(Available records)

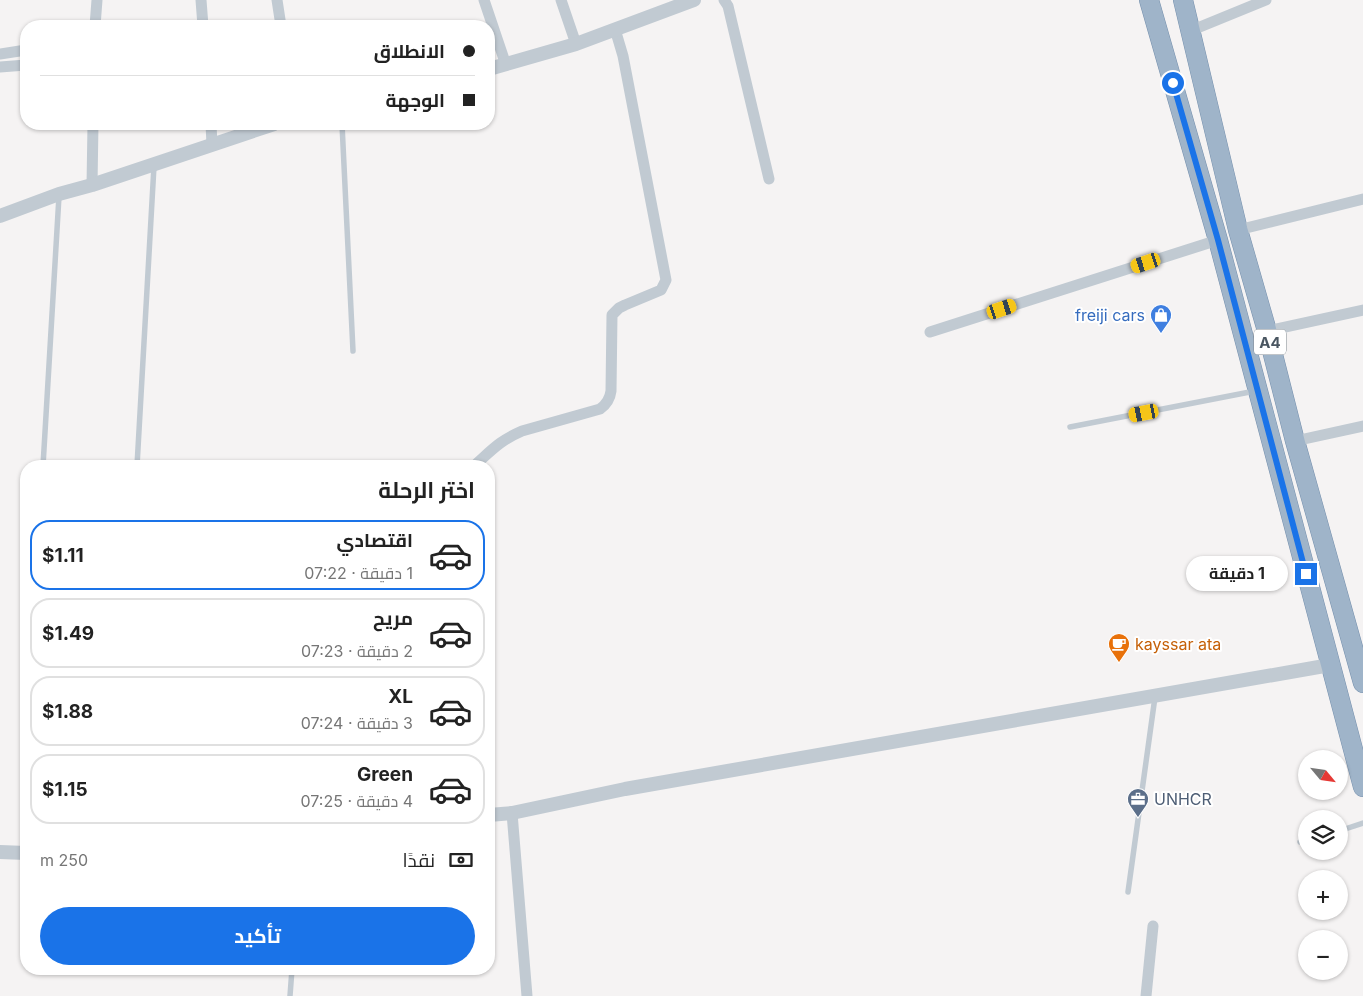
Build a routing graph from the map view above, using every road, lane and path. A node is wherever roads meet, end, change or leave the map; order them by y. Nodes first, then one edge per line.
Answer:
1 (97, 0) edge
2 (201, 0) edge
3 (277, 0) edge
4 (484, 0) edge
5 (561, 0) edge
6 (694, 0) edge
7 (724, 0) edge
8 (1149, 0) edge
9 (1183, 0) edge
10 (1266, 0) edge
11 (95, 20) edge
12 (203, 20) edge
13 (280, 20) edge
14 (491, 20) edge
15 (615, 29) junction
16 (1190, 31) junction
17 (495, 32) edge
18 (576, 44) junction
19 (20, 51) edge
20 (0, 54) edge
21 (506, 65) junction
22 (20, 66) edge
23 (0, 67) edge
24 (495, 68) edge
25 (93, 130) edge
26 (211, 130) edge
27 (256, 130) edge
28 (342, 130) edge
29 (212, 145) junction
30 (154, 164) junction
31 (769, 179) dead end
32 (92, 185) junction
33 (59, 194) junction
34 (1363, 198) edge
35 (0, 216) edge
36 (1238, 230) junction
37 (1218, 240) junction
38 (1363, 310) edge
39 (1267, 331) junction
40 (930, 332) dead end
41 (353, 351) dead end
42 (1257, 391) junction
43 (1363, 426) edge
44 (1070, 427) dead end
45 (1295, 441) junction
46 (43, 460) edge
47 (137, 460) edge
48 (480, 460) edge
49 (1360, 662) edge
50 (1330, 666) junction
51 (1363, 683) edge
52 (1155, 695) junction
53 (1363, 787) edge
54 (512, 813) junction
55 (495, 814) edge
56 (1363, 823) edge
57 (1348, 828) edge
58 (0, 852) edge
59 (20, 853) edge
60 (1128, 892) dead end
61 (1152, 926) dead end
62 (292, 975) edge
63 (290, 996) edge
64 (527, 996) edge
65 (1146, 996) edge

1 - 11 street
2 - 12 street
3 - 13 street
4 - 14 street
5 - 18 street
6 - 15 street
7 - 31 street
8 - 37 highway, A4
9 - 16 highway, A4
10 - 16 street
15 - 18 street
15 - 48 street
16 - 36 highway, A4
17 - 21 street
18 - 21 street
19 - 20 street
21 - 24 street
22 - 23 street
25 - 32 street
26 - 29 street
27 - 29 street
28 - 41 lane
29 - 30 street
30 - 32 street
30 - 47 lane
32 - 33 street
33 - 35 street
33 - 46 lane
34 - 36 street
36 - 39 highway, A4
37 - 40 street
37 - 42 highway, A4
38 - 39 street
39 - 45 highway, A4
42 - 44 lane
42 - 50 highway, A4
43 - 45 street
45 - 49 highway, A4
49 - 51 highway, A4
50 - 52 street
50 - 53 highway, A4
52 - 54 street
52 - 60 lane
54 - 55 street
54 - 64 street
56 - 57 lane
58 - 59 street
61 - 65 street
62 - 63 lane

(End Available records)

### [Problem description]
Every line above with the word "highway" belongs in the answer, copied as written.

### [Result of this task]
8 - 37 highway, A4
9 - 16 highway, A4
16 - 36 highway, A4
36 - 39 highway, A4
37 - 42 highway, A4
39 - 45 highway, A4
42 - 50 highway, A4
45 - 49 highway, A4
49 - 51 highway, A4
50 - 53 highway, A4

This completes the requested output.